Banner
ImageImageImage
Professional Development
Youth Literature Online Certificate Program Course Descriptions

The Art of the Picture Book

Students will develop an understanding and appreciation of the processes of the creation of the visual aspects of children's books, including the development process from preliminary sketches and/or storyboard to the published book; relationships to verbal texts; format and layout; various media and techniques; case studies of individual artists and works.
Go to the complete syllabus.

Children's Literature Goes to the Movies

This course will examine the interpretive structures of American children's movies based on children's literature. Discussions will center on a variety of contemporary issues, including how literal fidelity relates to creative license (i.e., adaptation versus translation); how evolving understandings of race, gender, ethnicity and age affect filmic interpretation and presentation; and whether a book's theme or core narrative can be divided from the vast body of cultural, ideological and political influences that constitute its identity. We will also examine questions such as how successful children's films of the past impose upon the presentation of new works. Children's Literature Goes To The Movies will also ask students to decide whether knowledge of the original book enriches the experience of going to the movies (and the movie enriches one's understanding of the original book), or whether movie and book are essentially separate. Films we will study will include: The Little Mermaid , Snow White, Cinderella, Aladdin, Pinocchio, I Am the Cheese, Harry Potter and the Sorcerer's Stone, Matilda, Alice in Wonderland, The Wizard of Oz, The Fellowship of the Ring, Jumani, Shrek, and several versions of Little Women. Note that you will be required both to read the literature and view the films; all required films will be readily available from popular video outlets.
Go to the complete syllabus.

Does the Shoe Fit? Fairy Tales as Literature for Children

In this course we will look deeply at the complications and complexities of fairy tales. Among other things we will examine the definitions, histories, and variations of fairy tales. Additionally, we will investigate how fairy tales have been used to instruct and entertain children. Finally, we will consider how children's literature creators interpret and re-interpret fairy tales.

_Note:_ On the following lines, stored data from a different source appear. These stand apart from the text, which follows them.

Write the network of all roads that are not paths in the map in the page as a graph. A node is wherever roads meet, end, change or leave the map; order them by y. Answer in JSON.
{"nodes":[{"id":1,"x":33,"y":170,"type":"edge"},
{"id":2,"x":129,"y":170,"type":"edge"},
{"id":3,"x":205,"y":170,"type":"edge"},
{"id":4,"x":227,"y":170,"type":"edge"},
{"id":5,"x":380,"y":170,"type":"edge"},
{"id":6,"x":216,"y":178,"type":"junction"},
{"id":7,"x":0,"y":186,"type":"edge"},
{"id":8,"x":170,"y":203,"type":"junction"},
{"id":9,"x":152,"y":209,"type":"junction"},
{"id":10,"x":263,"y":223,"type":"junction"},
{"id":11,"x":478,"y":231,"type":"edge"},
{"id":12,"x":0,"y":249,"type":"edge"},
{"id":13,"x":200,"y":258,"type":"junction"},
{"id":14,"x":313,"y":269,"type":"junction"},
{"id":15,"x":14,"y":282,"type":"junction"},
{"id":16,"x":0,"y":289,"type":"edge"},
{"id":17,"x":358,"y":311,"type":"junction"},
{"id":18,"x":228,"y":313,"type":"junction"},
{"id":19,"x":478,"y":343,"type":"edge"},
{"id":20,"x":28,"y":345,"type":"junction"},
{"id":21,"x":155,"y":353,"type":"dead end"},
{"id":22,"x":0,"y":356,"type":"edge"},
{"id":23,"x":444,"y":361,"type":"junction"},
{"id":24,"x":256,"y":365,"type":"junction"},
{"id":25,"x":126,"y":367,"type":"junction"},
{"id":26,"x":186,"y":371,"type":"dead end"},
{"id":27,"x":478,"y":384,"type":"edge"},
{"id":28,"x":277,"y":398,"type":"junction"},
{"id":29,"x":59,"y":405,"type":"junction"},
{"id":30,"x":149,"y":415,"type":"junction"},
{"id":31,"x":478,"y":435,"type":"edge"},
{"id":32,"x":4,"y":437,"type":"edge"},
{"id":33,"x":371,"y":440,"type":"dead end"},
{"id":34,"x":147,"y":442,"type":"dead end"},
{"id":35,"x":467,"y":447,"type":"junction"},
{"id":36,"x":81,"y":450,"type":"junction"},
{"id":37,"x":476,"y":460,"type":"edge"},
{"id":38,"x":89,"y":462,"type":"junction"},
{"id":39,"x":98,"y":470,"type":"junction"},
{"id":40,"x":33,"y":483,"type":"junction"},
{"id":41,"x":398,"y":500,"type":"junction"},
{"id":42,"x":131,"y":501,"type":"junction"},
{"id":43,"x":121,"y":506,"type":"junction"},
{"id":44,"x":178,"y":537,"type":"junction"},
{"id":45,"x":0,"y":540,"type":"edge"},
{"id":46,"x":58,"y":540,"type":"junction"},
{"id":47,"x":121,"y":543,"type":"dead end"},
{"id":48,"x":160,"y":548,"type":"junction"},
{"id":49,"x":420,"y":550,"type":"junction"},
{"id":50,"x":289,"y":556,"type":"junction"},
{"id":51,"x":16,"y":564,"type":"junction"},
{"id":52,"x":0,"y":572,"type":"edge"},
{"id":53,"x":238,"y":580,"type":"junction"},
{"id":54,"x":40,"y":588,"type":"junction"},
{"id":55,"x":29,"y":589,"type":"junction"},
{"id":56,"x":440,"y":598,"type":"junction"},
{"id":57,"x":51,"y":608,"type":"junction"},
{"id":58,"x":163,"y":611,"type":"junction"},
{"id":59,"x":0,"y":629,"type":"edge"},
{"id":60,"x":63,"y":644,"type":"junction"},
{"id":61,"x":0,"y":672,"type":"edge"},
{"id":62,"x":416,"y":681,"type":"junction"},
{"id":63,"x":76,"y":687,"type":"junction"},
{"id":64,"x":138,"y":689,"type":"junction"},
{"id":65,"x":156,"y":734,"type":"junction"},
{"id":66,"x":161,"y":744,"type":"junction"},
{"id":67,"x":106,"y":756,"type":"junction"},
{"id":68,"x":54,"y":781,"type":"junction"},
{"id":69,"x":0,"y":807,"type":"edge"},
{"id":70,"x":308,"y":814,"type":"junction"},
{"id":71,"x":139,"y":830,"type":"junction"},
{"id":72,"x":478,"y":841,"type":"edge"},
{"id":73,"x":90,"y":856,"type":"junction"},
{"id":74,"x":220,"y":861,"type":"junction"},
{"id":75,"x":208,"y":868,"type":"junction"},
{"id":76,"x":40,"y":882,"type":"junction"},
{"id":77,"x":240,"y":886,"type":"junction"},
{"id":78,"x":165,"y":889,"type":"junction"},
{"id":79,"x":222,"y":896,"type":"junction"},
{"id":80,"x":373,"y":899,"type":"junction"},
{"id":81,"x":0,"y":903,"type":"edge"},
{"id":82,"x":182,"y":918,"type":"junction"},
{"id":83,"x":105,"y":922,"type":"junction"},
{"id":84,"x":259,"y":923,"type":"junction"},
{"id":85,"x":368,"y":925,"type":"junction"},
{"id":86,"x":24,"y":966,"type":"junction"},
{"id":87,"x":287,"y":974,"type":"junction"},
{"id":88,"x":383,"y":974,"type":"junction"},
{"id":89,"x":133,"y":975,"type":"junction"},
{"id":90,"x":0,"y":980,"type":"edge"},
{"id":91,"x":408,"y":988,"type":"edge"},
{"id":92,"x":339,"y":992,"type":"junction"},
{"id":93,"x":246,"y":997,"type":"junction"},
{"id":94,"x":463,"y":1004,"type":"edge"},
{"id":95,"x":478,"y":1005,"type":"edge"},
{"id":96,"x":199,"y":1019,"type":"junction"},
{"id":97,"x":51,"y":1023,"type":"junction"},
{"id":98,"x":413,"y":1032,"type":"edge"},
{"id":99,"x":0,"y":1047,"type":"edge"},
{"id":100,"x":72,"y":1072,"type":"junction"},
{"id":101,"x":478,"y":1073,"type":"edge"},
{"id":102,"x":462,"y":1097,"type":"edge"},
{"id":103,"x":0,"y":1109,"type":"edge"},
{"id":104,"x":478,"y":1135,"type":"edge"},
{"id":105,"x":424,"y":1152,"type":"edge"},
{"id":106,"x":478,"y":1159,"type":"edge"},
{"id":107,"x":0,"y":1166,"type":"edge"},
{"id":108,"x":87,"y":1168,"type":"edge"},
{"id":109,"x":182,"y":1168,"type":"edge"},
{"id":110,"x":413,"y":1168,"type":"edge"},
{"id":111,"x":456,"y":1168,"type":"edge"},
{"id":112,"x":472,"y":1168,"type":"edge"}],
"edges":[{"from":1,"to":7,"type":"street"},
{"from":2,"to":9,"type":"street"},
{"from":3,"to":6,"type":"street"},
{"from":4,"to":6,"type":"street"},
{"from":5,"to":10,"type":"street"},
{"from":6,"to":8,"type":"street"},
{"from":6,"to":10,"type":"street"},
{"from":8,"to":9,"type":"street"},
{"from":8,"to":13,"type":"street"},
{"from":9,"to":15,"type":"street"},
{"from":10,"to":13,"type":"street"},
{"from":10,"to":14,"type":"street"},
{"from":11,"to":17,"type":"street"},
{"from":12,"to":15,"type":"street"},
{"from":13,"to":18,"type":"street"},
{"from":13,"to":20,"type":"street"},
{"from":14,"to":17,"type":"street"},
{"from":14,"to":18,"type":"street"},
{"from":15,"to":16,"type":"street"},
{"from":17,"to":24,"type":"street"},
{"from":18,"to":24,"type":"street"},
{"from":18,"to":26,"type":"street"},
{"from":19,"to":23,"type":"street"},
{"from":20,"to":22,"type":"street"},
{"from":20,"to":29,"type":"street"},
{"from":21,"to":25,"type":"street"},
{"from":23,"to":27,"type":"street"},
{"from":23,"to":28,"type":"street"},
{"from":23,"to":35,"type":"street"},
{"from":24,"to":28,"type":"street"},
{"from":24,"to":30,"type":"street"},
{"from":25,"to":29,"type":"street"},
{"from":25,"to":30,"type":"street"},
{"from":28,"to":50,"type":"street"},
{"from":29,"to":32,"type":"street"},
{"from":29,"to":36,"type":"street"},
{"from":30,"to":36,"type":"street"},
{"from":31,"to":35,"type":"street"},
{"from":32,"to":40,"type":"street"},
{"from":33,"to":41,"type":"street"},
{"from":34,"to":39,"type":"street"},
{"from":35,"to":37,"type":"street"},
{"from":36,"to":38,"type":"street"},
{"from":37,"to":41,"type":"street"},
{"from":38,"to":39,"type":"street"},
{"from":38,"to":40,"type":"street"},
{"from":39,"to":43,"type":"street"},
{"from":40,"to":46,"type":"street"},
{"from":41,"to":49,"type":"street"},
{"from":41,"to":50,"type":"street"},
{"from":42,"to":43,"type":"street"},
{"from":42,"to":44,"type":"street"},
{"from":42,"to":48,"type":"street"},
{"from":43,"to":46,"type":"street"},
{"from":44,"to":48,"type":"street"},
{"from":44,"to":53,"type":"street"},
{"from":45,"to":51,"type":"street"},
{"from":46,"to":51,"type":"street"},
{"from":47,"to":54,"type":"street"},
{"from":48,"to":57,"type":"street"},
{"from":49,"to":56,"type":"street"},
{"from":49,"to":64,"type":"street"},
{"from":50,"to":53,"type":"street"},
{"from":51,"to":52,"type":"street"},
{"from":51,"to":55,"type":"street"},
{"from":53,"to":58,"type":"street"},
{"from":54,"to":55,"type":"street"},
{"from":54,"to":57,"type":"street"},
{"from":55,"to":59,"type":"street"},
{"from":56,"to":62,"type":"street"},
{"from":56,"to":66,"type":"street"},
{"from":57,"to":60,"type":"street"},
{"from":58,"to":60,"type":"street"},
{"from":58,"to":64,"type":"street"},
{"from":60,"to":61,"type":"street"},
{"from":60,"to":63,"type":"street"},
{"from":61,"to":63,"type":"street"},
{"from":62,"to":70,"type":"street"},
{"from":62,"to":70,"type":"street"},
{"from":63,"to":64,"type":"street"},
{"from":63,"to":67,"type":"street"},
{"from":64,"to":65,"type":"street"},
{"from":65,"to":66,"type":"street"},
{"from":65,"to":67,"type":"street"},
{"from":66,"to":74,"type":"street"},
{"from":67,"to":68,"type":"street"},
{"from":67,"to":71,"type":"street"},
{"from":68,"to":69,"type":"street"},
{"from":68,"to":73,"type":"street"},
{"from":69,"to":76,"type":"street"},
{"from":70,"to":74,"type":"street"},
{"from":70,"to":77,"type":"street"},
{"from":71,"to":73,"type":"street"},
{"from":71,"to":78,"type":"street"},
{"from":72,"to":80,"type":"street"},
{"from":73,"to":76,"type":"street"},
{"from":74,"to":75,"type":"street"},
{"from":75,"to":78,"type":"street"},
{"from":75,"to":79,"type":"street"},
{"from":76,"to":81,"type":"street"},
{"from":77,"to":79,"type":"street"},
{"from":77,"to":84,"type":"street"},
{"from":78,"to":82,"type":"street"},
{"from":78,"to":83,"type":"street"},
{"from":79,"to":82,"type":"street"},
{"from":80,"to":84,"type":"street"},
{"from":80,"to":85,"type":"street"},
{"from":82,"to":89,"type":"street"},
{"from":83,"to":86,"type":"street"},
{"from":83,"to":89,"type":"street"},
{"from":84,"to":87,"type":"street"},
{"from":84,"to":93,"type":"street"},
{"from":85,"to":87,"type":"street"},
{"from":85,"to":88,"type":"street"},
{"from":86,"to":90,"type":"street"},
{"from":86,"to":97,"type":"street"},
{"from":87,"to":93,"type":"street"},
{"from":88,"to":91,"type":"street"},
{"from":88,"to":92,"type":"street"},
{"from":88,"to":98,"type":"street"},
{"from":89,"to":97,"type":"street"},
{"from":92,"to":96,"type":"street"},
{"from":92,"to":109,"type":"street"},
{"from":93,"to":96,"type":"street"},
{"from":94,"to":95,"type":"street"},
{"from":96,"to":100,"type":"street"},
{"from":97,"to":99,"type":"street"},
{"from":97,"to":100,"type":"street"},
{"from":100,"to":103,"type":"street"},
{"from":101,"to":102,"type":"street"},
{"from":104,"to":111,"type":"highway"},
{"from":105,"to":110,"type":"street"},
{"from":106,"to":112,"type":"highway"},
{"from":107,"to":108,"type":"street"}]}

The Fact of the Matter: Informational Literature for Middle and High School

Informational or nonfiction literature is often overlooked in studies of youth literature. In this course, a new addition to our Youth Literature and Technology Certificate Program, we will consider the many literary qualities of nonfiction literature published for children aged ten to eighteen. You will have the opportunity to read both good and bad examples of nonfiction literature and examine how the review media evaluate such books. We will examine a variety of types of nonfiction, and by the end of the semester the class as a whole will work collaboratively online to develop a list of best nonfiction books.
Go to the complete syllabus.

Fantasy and Speculative Fiction

This course offers professionals serving middle and high school students the opportunity to increase your appreciation and knowledge of fantasy and speculative fiction through intense reading and discussion of representative works. Among the authors whose works we will cover are Ursula LeGuin, William Sleator, and Robin McKinley. You will read texts on topics such as reader response/reception theory and explore the nature of literary response through examination of your own responses the responses of the other professionals in the class. Finally, we will investigate and consider options for teaching Fantasy and Speculative Fiction with young people.
Go to the complete syllabus.

Female Voices in Historical Narratives

From picture books to teen novels, from history to folktale, this course will examine the voices of women and girls as they tell their own stories and as stories are told about them. We will work from a list of titles, most published within the past five years, and will read and discuss some of them together and some as individual projects. The emphasis in the course will be on reading widely and on intense engagement with the texts. Students will have the opportunity to create book lists, book talks, and/or Web pages to explore their interpretations of this literature.
Go to the complete syllabus.

Gender and Culture in Children's Picture Books

In this course you will work online to develop an understanding of: criteria for evaluating children's picture books for their cultural authenticity; different illustrative techniques and their effectiveness for particular texts; problems of translating children's books from one language and culture to another; and the variety of materials available and publishing trends in multiculturalism. Coursework will emphasize books that use powerful verbal and visual images to promote self esteem and cultural awareness among young children. You will participate in online discussions with your colleagues in the course and with various experts in other parts of this country and abroad.
Go to the complete syllabus.

Information Seeking and Using: Understanding How Young People Use Electronic Information

Librarians and teachers are often called upon to select and recommend websites, CD-ROMs, and other electronic information resources for young people, a task that can be very difficult without an understanding of what aspects of these resources appeal to and repel young users. This course is intended to facilitate that evaluation and recommendation process by helping you to understand how young people interact with and evaluate digital information. This is largely a reading course, requiring you to read the foundational works dealing with young people and electronic information, including works from library science, information science, and gender studies. Major assignments will include a related research project and a Web-based annotated bibliography of recommended websites for young people.
Go to the complete syllabus.

Man of Advantage: Books and Boys in the Middle and High School Years

Mark Twain famously said that "the man who does not read good books has no advantage over the man who can't read them." In this course we will consider the reading interests of boys and young men aged ten to eighteen, develop criteria for evaluating books for this audience, and explore the challenges unique to maintaining their interests in literature. We will examine the voices of boys and men who have told their own stories and consider books of particular interest to middle and high school males. This course is a seminar; there will be heavy emphasis on reading and discussions.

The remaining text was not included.